[Saved data entries]
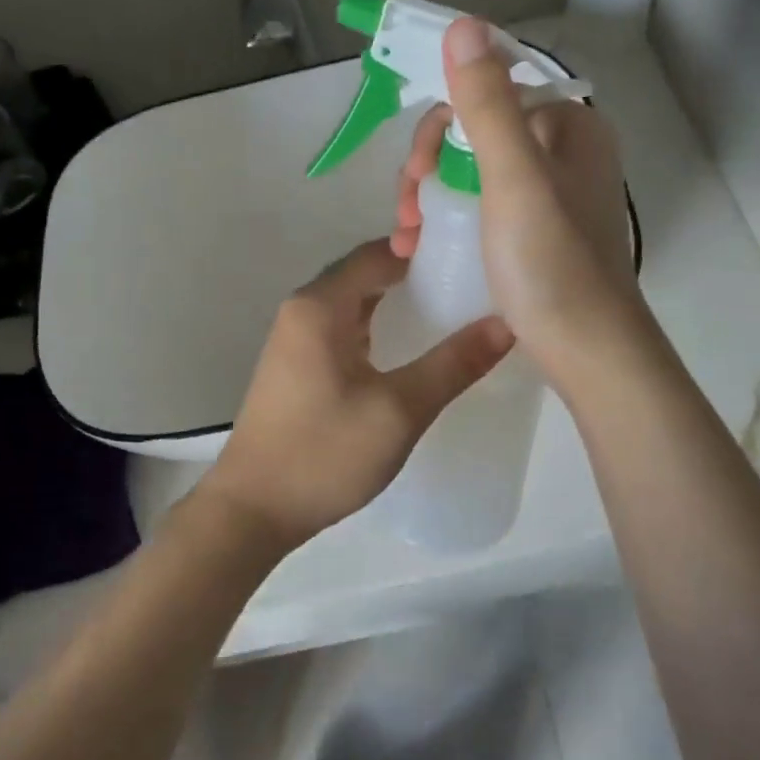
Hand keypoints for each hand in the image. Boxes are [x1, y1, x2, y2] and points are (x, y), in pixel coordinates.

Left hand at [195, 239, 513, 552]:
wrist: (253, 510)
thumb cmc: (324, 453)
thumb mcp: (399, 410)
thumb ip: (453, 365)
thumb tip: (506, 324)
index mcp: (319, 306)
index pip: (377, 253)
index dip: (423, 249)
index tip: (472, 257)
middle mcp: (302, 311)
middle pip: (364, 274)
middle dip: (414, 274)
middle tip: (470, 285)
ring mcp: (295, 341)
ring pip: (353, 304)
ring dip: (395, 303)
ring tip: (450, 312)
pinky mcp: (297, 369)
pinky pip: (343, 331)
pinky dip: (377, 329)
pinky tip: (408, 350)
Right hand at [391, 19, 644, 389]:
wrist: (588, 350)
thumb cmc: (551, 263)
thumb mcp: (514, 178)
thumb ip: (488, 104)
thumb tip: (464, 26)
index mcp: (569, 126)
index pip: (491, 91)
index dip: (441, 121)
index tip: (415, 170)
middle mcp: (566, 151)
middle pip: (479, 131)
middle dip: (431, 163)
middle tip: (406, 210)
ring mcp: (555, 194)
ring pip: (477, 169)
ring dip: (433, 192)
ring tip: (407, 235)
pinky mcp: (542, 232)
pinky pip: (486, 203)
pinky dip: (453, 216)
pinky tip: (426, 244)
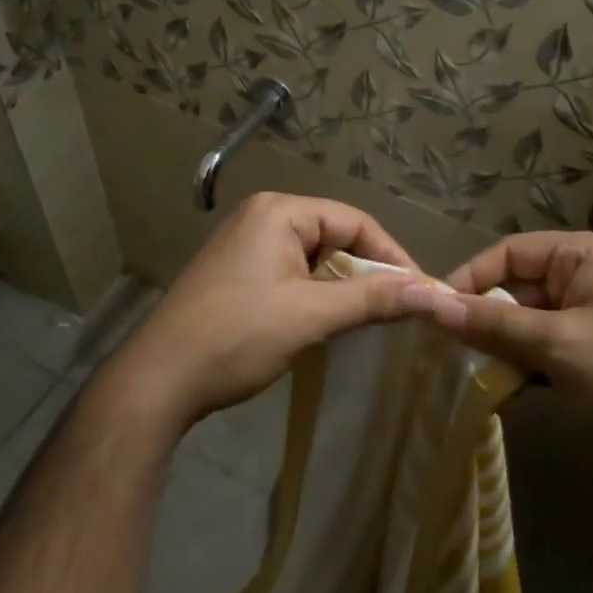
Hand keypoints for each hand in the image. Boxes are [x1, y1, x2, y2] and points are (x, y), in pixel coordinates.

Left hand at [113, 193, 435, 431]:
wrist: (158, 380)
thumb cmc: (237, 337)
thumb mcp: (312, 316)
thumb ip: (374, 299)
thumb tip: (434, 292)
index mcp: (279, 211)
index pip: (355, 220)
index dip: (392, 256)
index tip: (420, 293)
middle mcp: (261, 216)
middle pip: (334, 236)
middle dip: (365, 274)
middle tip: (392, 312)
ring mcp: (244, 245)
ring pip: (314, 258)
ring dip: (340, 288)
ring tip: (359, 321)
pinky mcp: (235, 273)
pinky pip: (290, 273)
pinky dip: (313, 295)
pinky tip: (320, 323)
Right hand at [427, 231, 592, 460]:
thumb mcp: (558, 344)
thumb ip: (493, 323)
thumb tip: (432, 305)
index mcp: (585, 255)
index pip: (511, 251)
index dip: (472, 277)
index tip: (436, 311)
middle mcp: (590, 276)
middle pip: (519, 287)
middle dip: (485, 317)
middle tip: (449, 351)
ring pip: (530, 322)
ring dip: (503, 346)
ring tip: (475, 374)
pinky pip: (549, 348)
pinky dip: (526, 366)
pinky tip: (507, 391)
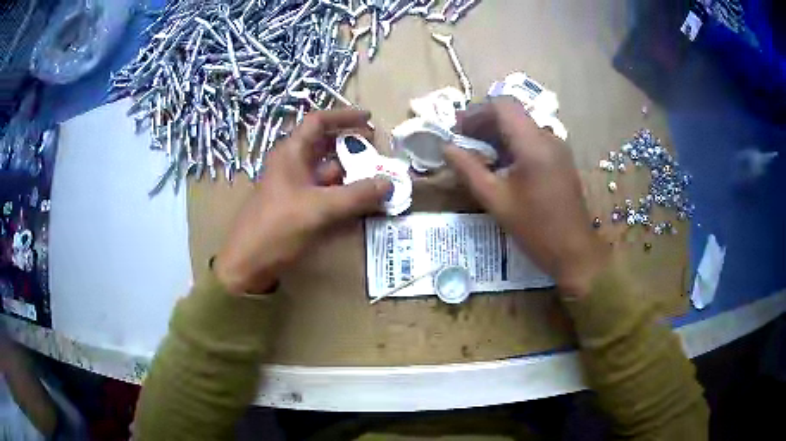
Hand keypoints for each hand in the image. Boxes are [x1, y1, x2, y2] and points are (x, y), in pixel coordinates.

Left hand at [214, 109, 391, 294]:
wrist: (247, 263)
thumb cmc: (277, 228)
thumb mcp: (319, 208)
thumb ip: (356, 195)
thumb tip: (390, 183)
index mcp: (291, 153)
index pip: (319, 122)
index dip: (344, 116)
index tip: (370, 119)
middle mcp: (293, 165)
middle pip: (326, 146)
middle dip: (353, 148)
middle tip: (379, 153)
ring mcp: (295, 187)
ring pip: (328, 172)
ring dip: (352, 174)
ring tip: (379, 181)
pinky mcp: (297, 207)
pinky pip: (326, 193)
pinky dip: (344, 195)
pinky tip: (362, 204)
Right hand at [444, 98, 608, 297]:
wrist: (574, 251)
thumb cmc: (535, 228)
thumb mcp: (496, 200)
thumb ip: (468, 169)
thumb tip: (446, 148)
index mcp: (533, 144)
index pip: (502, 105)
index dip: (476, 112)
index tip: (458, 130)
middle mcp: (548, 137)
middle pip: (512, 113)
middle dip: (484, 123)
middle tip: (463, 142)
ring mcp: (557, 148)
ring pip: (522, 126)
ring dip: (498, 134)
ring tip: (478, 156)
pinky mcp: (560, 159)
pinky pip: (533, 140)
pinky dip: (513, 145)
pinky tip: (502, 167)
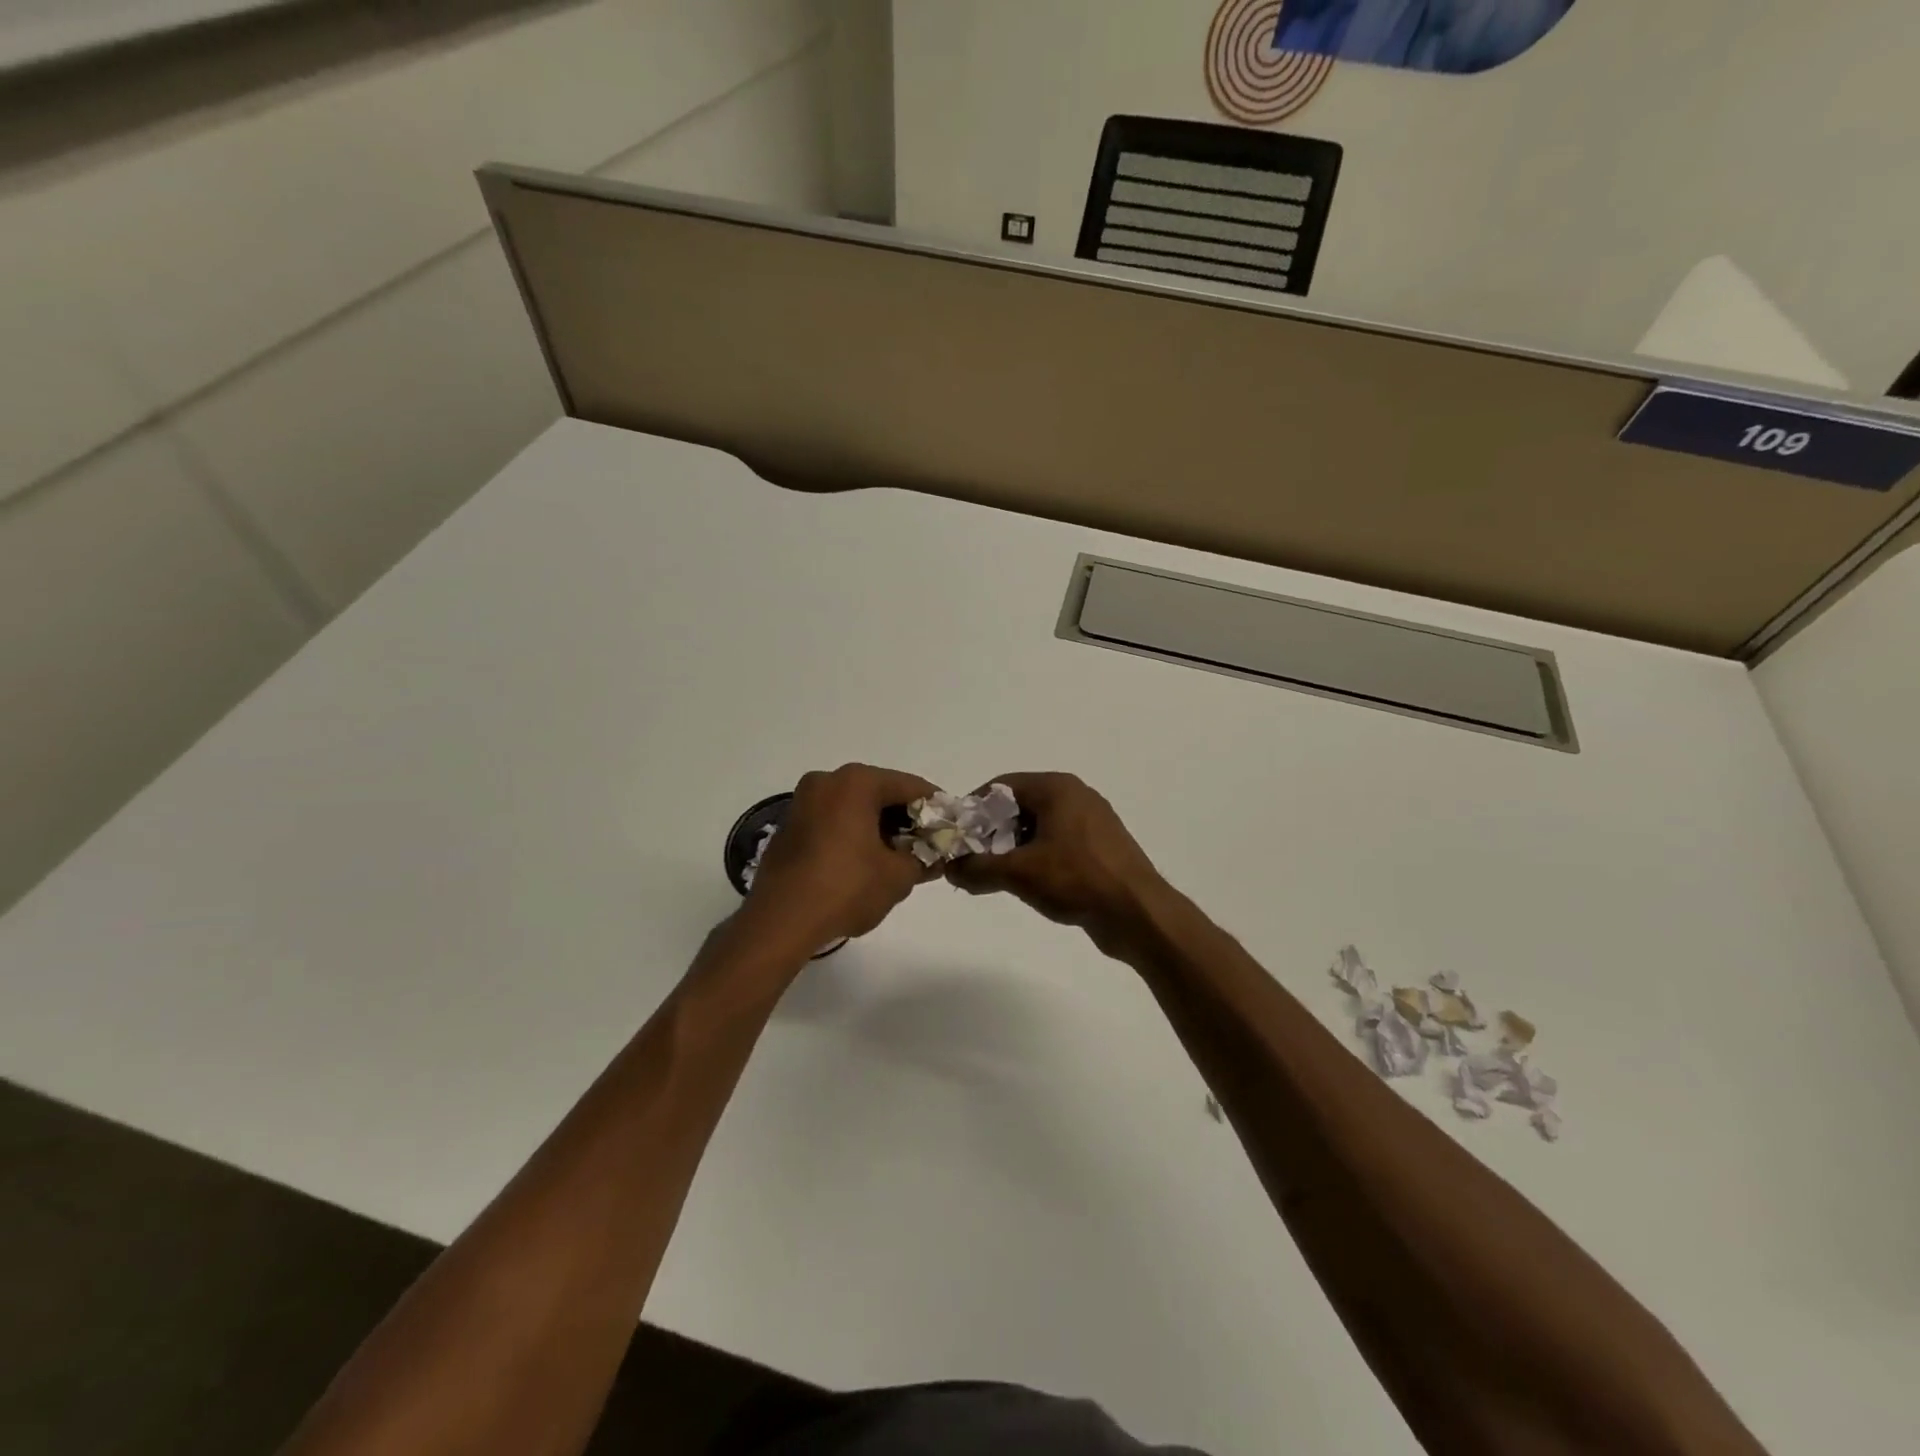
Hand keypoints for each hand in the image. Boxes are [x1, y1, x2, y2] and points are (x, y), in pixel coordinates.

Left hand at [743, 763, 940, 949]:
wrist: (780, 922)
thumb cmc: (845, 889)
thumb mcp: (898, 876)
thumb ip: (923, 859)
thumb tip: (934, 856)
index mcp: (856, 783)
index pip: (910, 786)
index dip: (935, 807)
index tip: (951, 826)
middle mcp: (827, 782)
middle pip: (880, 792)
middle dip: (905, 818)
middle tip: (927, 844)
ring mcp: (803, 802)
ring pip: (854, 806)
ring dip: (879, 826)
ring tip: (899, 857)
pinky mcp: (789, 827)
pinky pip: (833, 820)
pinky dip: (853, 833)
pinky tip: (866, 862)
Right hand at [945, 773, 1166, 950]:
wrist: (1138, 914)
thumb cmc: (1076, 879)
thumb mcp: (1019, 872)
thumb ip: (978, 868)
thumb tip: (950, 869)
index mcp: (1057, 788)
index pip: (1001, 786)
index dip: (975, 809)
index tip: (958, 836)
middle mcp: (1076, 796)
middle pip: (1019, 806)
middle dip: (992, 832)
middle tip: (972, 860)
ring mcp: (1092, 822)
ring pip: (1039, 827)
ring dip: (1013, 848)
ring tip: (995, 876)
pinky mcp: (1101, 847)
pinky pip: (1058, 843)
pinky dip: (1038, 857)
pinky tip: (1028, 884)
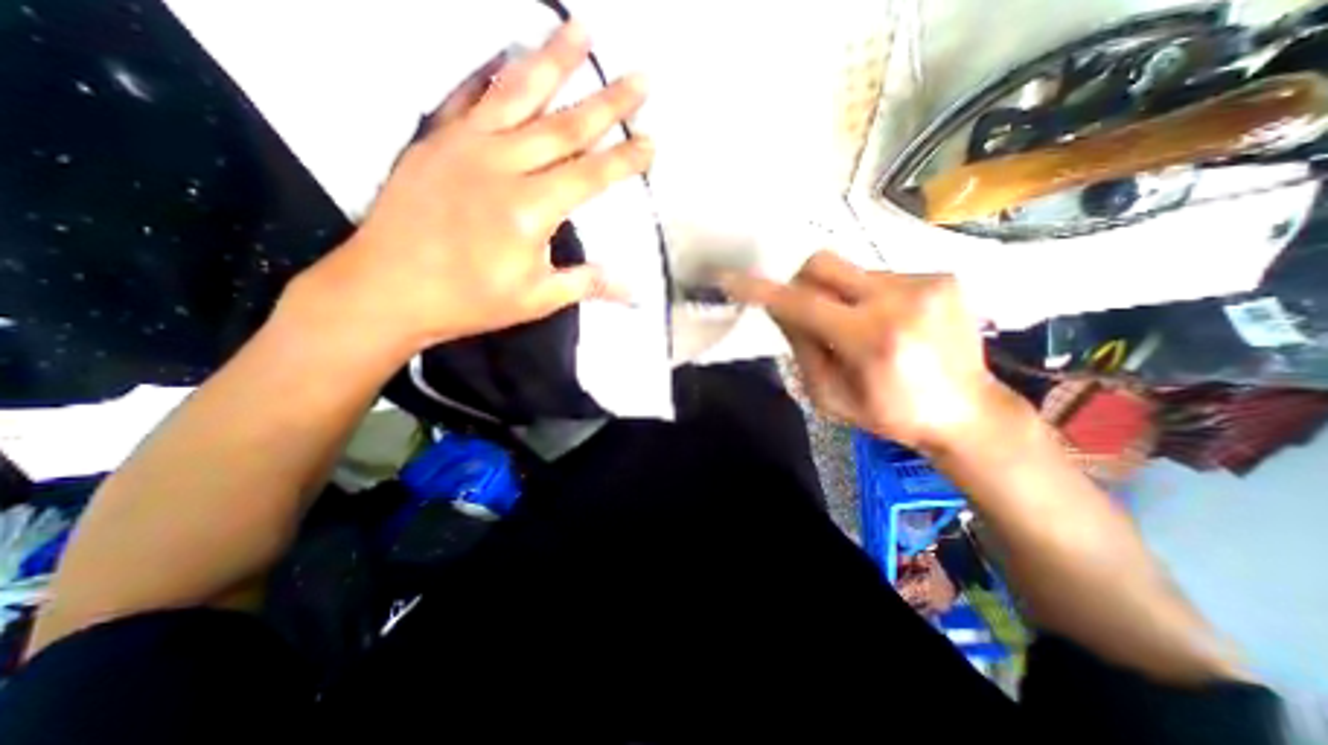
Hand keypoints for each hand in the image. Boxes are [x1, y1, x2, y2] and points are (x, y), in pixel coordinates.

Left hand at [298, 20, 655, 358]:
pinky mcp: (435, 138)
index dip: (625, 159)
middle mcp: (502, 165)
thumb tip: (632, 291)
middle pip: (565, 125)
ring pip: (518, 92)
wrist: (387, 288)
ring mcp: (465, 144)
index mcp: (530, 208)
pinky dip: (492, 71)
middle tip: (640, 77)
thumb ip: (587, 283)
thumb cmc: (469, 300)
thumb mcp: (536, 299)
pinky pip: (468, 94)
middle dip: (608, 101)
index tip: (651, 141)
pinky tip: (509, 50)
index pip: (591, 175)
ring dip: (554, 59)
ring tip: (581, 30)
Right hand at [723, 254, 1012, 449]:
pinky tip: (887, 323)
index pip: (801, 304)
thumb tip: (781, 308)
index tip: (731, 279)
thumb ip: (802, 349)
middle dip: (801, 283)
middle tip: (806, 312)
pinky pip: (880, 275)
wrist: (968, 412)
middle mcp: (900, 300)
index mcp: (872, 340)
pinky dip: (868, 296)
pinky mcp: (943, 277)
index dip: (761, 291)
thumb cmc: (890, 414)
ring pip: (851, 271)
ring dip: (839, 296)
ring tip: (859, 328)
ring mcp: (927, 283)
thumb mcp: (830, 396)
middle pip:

▸ **What is being asked**: Print every entry above again, exactly as written. Leave the images out.

▸ **Task solution**:
Hand keypoints for each hand in the image. Boxes are [x1, y1, x2, y2] and points are (x, y), in pixel coordinates.

Left hand at [195, 239, 513, 552]:
wrist: (253, 510)
thumb cmc: (324, 453)
thumb mcp: (399, 410)
thumb ip: (453, 365)
thumb tip: (506, 324)
index mcp: (319, 306)
index pip: (377, 253)
index dip: (423, 249)
index tip: (472, 257)
middle mcp: (302, 311)
middle pip: (364, 274)
middle dip: (414, 274)
middle tip: (470, 285)
ring mcp: (295, 341)
ring pip: (353, 304)
ring dip: (395, 303)
ring tip: (450, 312)
pinky mcp: (297, 369)
pinky pip: (343, 331)
pinky dip: (377, 329)
pinky tip: (408, 350)
Right hand at [391, 19, 644, 389]:
wrist: (588, 350)
thumb cmc: (551, 263)
thumb mcp: (514, 178)
thumb ip: (488, 104)
thumb tip: (464, 26)
index mcp: (569, 126)
index pip: (491, 91)
index dip: (441, 121)
index tip: (415, 170)
middle mcp: (566, 151)
middle pip: (479, 131)
middle dip: (431, 163)
middle tip: (406, 210)
ring mcp: (555, 194)
ring pip: (477, 169)
ring dip: (433, 192)
ring tip: (407, 235)
pinky mcp: (542, 232)
pinky pip: (486, 203)
pinky dip: (453, 216)
pinky tip: (426, 244)
Hand keypoints for each hand in the image. Boxes are [x1, y1, x2, y2] and points are (x, y), in pixel coordinates.

Left hand at [113, 193, 435, 431]:
wrist: (158, 380)
thumb cmc: (237, 337)
thumb mcp: (312, 316)
thumb ip: (374, 299)
thumb tip: (434, 292)
index mcp: (279, 211)
index pip: (355, 220)
index dip: (392, 256)
index tip: (420, 293)
middle mcp: (261, 216)
middle pip: (334, 236)
middle dip: (365, 274)
middle tip: (392, 312)
ring mcp: (244, 245)
ring pip: (314, 258)
ring dip: (340, 288)
ring tip: (359, 321)
pinky mcp: (235, 273)
pinky pip: (290, 273)
pinky dip: (313, 295)
pinky tip: (320, 323)
Right hand at [427, 231, 592, 460]:
thumb mcp: (558, 344)
thumb ip: (493, 323)
thumb tip: (432, 305)
index mcp: (585, 255)
index pip: (511, 251)
index dip: (472, 277)
index tip: (436, 311)
middle mcp: (590, 276)
middle pip: (519, 287)
middle dip: (485, 317)
middle tip: (449, 351)
ring pip: (530, 322)
ring dip: (503, 346)
ring tip: (475, 374)
pinky pip: (549, 348)
pinky dip: (526, 366)
pinky tip: (507, 391)
Hand keypoints for each hand in the image. Boxes are [x1, y1, x2, y2] and points are (x, y), in pixel coordinates.

Left hand at [214, 109, 391, 294]:
wrist: (247, 263)
thumb cmc: (277, 228)
thumb mcp: (319, 208)
thumb ip: (356, 195)
thumb tip: (390, 183)
index mcp: (291, 153)
index pip: (319, 122)
index dip: (344, 116)
index tip: (370, 119)
middle mcp: (293, 165)
middle pip: (326, 146)
middle dip: (353, 148)
middle tip: (379, 153)
ring mcp: (295, 187)
ring pip: (328, 172)
ring dip: (352, 174)
ring tip: (379, 181)
pinky mcp: (297, 207)
pinky pip: (326, 193)
pinky dip: (344, 195)
pinky tip: (362, 204)
Right hand at [444, 98, 608, 297]:
wrist: (574, 251)
thumb cmc: (535, 228)
thumb mcp: (496, 200)
thumb ip: (468, 169)
thumb tip: (446, 148)
index mcp: (533, 144)
index pip: (502, 105)
index dip: (476, 112)
index tip: (458, 130)
middle mcp: (548, 137)
middle pip: (512, 113)
middle dip: (484, 123)
middle tip: (463, 142)
ring mcp: (557, 148)
ring pip: (522, 126)
ring dip: (498, 134)
ring tip: (478, 156)
pinky mcp: (560, 159)
pinky pip: (533, 140)
pinky dip: (513, 145)
pinky tip: (502, 167)
Hand keypoints for each hand in the image. Boxes are [x1, y1, x2, y2] and points are (x, y), in pixel coordinates.

Left hand at [743, 763, 940, 949]:
wrist: (780, 922)
thumb cmc: (845, 889)
thumb mcp: (898, 876)
thumb ip: (923, 859)
thumb tip: (934, 856)
index mcp: (856, 783)
index pip: (910, 786)
index dip: (935, 807)
index tip: (951, 826)
middle mcp: (827, 782)
middle pip: (880, 792)
middle dip: (905, 818)
middle tip: (927, 844)
ring mcp: (803, 802)
ring pip: (854, 806)
ring dip: (879, 826)
ring tip: (899, 857)
pinky mcp: (789, 827)
pinky pip: (833, 820)
pinky dip: (853, 833)
pinky tip: (866, 862)
Right hand at [945, 773, 1166, 950]:
wrist: (1138, 914)
thumb cmc: (1076, 879)
thumb mcp: (1019, 872)
thumb ip: (978, 868)
thumb tip: (950, 869)
index mcp: (1057, 788)
index pip: (1001, 786)
index dip: (975, 809)
index tip: (958, 836)
middle mcp: (1076, 796)
middle pip: (1019, 806)
middle dip: (992, 832)
middle tip: (972, 860)
ring mcp: (1092, 822)
ring pip: (1039, 827)
ring dip: (1013, 848)
ring tip: (995, 876)
pinky mcp: (1101, 847)
pinky pip: (1058, 843)
pinky dip: (1038, 857)
pinky tip: (1028, 884)
Hand keypoints for each hand in the image. Boxes are [x1, y1, x2, y2] and points are (x, y), in pixel coordinates.

Left hand at [298, 20, 655, 358]:
pinky mcp: (435, 138)
index dip: (625, 159)
middle mcp: (502, 165)
thumb tip: (632, 291)
middle pip: (565, 125)
ring pip: (518, 92)
wrist: (387, 288)
ring mcp: (465, 144)
index mcp: (530, 208)
pinky dip: (492, 71)
middle tip: (640, 77)
thumb ip: (587, 283)
thumb cmc: (469, 300)
thumb mcp: (536, 299)
pinky pip: (468, 94)
middle dip: (608, 101)
index tip: (651, 141)
pinky tip: (509, 50)
index pip: (591, 175)
ring dip: (554, 59)
ring tip: (581, 30)
Right hand at [723, 254, 1012, 449]:
pinky tip: (887, 323)
index pip: (801, 304)
thumb tip: (781, 308)
index tip: (731, 279)
thumb ip: (802, 349)
middle dip: (801, 283)
middle tip: (806, 312)
pinky pip: (880, 275)
wrist: (968, 412)
middle mcp: (900, 300)
index mcp: (872, 340)
pinky dip: (868, 296)
pinky mcp: (943, 277)
index dip: (761, 291)
thumb cmc: (890, 414)
ring pip: (851, 271)
ring dip: (839, 296)
ring tip: (859, 328)
ring mcp: (927, 283)
thumb mcp: (830, 396)
middle pip:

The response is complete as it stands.